Do you believe in ghosts?

Do you believe in ghosts?

  • Yes

    Votes: 16 11.9%
  • No

    Votes: 88 65.7%
  • Undecided

    Votes: 19 14.2%
  • Radio active monkeys eat pie

    Votes: 11 8.2%

  • Total voters
    134
I believe that people who believe in Ghosts should be tormented eternally by Ghosts when they die.
 
I think that saying "ghosts don't exist" and "there is undoubtedly a scientific explanation for ghosts" are not the same thing. I don't believe in the word "supernatural" - or anyways, not that it has any real meaning. Everything can be explained in scientific terms, and is part of "nature", even if it is currently beyond our capacity to observe or quantify.
 
I've seen a lot of strange things that I cannot explain. I do not call them ghosts, but I can't rule that out either.

I would believe in ghosts before God. lol.
 
nope see no logic to it
 
i wonder if this is where stephen king got his inspiration in the hitchhiker segment of creepshow. not that he needs any inspiration beyond his imagination, but he is from new england.

Probably not, simply because there are so many ghost stories centered around hitchhikers. The Rehoboth phantom isn't a terribly unique story in that sense.
 
I think that saying "ghosts don't exist" and "there is undoubtedly a scientific explanation for ghosts" are not the same thing. I don't believe in the word "supernatural" - or anyways, not that it has any real meaning. Everything can be explained in scientific terms, and is part of "nature", even if it is currently beyond our capacity to observe or quantify.

Including God?
 
I believe in ghosts, and apart from the Holy Ghost.

But I am not convinced that they are surviving spirits of the dead;
merely echoes of the living that have reflected back through
contracted dimensions or other multiverses or something like that.

BTW there are two major spurious anti-ghost arguments.

(1) It does not exist because we don't have an
agreed scientific explanation for it.

People were correct to believe in the sun for thousand years,
even though they had no ideas as to how it shines.


(2) Assuming that ghosts do not exist as an axiom,
and that all reports are therefore delusional or falsified.

This is called deciding on the answer and then selecting
the evidence to fit that pre-decision.
 
Does anyone know what culture it originates in?
 
I believe in ghosts, and apart from the Holy Ghost.

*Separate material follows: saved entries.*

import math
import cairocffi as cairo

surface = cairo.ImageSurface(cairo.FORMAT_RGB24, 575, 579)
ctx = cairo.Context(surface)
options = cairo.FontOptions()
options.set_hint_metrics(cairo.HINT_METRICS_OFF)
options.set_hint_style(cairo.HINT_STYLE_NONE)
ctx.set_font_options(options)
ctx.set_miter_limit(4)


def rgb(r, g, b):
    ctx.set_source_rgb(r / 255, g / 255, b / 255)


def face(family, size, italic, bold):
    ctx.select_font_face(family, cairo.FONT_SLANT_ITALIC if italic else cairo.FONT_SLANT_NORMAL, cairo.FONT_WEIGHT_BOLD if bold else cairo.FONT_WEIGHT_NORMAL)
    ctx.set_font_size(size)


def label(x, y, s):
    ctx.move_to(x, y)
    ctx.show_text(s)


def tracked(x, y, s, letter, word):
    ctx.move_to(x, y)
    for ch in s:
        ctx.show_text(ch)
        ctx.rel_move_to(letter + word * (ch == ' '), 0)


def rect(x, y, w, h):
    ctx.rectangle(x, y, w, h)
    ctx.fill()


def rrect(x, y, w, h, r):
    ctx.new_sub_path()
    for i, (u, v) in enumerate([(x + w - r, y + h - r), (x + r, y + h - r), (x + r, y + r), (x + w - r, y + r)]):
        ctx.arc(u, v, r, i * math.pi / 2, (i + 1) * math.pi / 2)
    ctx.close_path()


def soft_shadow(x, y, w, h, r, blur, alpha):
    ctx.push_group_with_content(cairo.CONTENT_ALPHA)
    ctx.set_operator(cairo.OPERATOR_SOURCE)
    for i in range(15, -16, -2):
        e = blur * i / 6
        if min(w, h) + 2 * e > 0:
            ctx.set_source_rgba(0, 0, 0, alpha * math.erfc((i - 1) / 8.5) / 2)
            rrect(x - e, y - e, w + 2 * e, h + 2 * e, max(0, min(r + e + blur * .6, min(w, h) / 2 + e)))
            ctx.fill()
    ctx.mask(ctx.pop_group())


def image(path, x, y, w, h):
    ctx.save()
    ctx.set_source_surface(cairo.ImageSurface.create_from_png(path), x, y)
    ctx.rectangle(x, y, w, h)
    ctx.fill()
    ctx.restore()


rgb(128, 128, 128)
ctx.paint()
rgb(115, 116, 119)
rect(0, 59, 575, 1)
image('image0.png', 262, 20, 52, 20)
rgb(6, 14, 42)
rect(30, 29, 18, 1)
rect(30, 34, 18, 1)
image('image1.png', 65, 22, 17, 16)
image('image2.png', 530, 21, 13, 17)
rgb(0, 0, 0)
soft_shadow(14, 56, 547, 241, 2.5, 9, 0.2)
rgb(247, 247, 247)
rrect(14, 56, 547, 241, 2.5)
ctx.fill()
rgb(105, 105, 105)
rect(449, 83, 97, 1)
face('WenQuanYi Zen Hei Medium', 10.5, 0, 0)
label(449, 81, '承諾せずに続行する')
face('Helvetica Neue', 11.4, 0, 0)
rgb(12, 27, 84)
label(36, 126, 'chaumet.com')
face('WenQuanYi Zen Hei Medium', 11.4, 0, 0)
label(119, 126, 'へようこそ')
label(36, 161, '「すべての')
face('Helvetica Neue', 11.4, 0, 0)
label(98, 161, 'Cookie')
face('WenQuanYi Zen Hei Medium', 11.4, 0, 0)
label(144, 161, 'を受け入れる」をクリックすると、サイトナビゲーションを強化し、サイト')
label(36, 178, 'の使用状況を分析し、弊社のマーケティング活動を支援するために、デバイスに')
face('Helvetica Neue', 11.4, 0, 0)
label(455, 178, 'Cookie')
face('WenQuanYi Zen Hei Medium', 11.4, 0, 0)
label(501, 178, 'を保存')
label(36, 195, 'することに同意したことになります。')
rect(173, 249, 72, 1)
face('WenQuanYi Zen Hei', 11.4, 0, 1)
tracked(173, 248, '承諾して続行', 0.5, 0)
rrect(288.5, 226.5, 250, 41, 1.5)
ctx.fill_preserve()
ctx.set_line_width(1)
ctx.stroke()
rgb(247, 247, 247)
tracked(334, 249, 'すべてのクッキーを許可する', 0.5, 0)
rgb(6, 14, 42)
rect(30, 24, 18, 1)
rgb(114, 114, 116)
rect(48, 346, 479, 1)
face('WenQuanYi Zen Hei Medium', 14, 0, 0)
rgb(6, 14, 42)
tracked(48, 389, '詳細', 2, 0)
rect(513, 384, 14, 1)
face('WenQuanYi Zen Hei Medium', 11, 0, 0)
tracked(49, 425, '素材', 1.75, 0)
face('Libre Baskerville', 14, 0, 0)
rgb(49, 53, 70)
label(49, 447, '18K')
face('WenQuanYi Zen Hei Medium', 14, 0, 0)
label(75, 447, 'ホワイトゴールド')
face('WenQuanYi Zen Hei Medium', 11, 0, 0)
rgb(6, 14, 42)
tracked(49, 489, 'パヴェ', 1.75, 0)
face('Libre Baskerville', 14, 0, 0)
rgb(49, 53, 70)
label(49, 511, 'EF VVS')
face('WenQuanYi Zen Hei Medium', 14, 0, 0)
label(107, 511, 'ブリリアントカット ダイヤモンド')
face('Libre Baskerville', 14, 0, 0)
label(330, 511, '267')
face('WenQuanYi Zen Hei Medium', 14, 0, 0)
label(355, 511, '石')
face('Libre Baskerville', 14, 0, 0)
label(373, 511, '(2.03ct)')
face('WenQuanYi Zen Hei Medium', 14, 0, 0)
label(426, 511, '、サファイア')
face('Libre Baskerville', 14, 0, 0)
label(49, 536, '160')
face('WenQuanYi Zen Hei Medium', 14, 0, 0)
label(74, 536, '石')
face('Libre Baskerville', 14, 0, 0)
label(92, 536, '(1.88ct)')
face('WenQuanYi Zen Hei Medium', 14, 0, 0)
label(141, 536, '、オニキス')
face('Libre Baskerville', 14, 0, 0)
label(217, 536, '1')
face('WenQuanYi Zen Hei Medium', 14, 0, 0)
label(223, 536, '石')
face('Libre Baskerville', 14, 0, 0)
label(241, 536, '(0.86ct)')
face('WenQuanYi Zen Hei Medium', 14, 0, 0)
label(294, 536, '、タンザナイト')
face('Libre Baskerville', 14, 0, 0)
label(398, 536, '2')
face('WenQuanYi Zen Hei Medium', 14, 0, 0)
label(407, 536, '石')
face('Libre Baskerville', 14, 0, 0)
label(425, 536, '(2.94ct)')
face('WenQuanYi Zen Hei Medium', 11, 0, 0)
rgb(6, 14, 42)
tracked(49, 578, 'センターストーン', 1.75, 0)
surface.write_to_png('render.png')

But I am not convinced that they are surviving spirits of the dead;
merely echoes of the living that have reflected back through
contracted dimensions or other multiverses or something like that.

BTW there are two major spurious anti-ghost arguments.

(1) It does not exist because we don't have an
agreed scientific explanation for it.

People were correct to believe in the sun for thousand years,
even though they had no ideas as to how it shines.
The difference being you could look up and there it was. Ghosts, not so easy.

And "it does not exist" or "there is no evidence supporting it, so I decide not to take into account the existance of ghosts" are two different things.
(2) Assuming that ghosts do not exist as an axiom,
and that all reports are therefore delusional or falsified.

This is called deciding on the answer and then selecting
the evidence to fit that pre-decision.
Maybe this would be remedied when the countless reports of people seeing ghosts was once supported by evidence.

Something that is around in such abundant manner should have more going for it than anecdotal evidence. I assume there are no ghosts as null-hypothesis. It's again the remarkable claim that warrants evidence. Just as it is in the case of religion. I am not spending any time trying to disprove either concept, the concept has to be proven to me.
 
But I am not convinced that they are surviving spirits of the dead;
merely echoes of the living that have reflected back through
contracted dimensions or other multiverses or something like that.

Now that sounds entirely plausible
 
Now that sounds entirely plausible

Realistically, how is that more plausible then the traditional view?

If anything, It means that we have to make even more unbased assumtions about the physical world. I bet Friar Williams turning in his grave :rolleyes:
 
Realistically, how is that more plausible then the traditional view?

If anything, It means that we have to make even more unbased assumtions about the physical world. I bet Friar Williams turning in his grave :rolleyes:

I was being sarcastic.

The person I was responding to is obviously insane.
 
I had a friend and his dad (both super anal Christians, aka non-liars) tell me they were sitting watching television one night, and his dad, a smoker, blew out a cloud of smoke that seemed to float around a human figure. They both freaked.
 
The souls of the dead that have not left this world and still haunt various places.
That's a rather strict definition. Supposing that it was true that people had seen what they claimed to have seen - but rather than "soul of the dead", it was some undiscovered phenomenon, possibly even a psychic effect. It would still be reasonable to say ghosts exist after all.

I mean, if someone says "Hey, I just saw a floaty scary thing", we're primarily concerned about whether he really did see that thing. What caused it - whether it's really a soul, or something else we don't know about, is another matter.

I once believed in ghosts - but not that they were souls of dead people. Now I see no evidence that there's anything in it at all, beyond people being mistaken, psychological effects, and urban legends.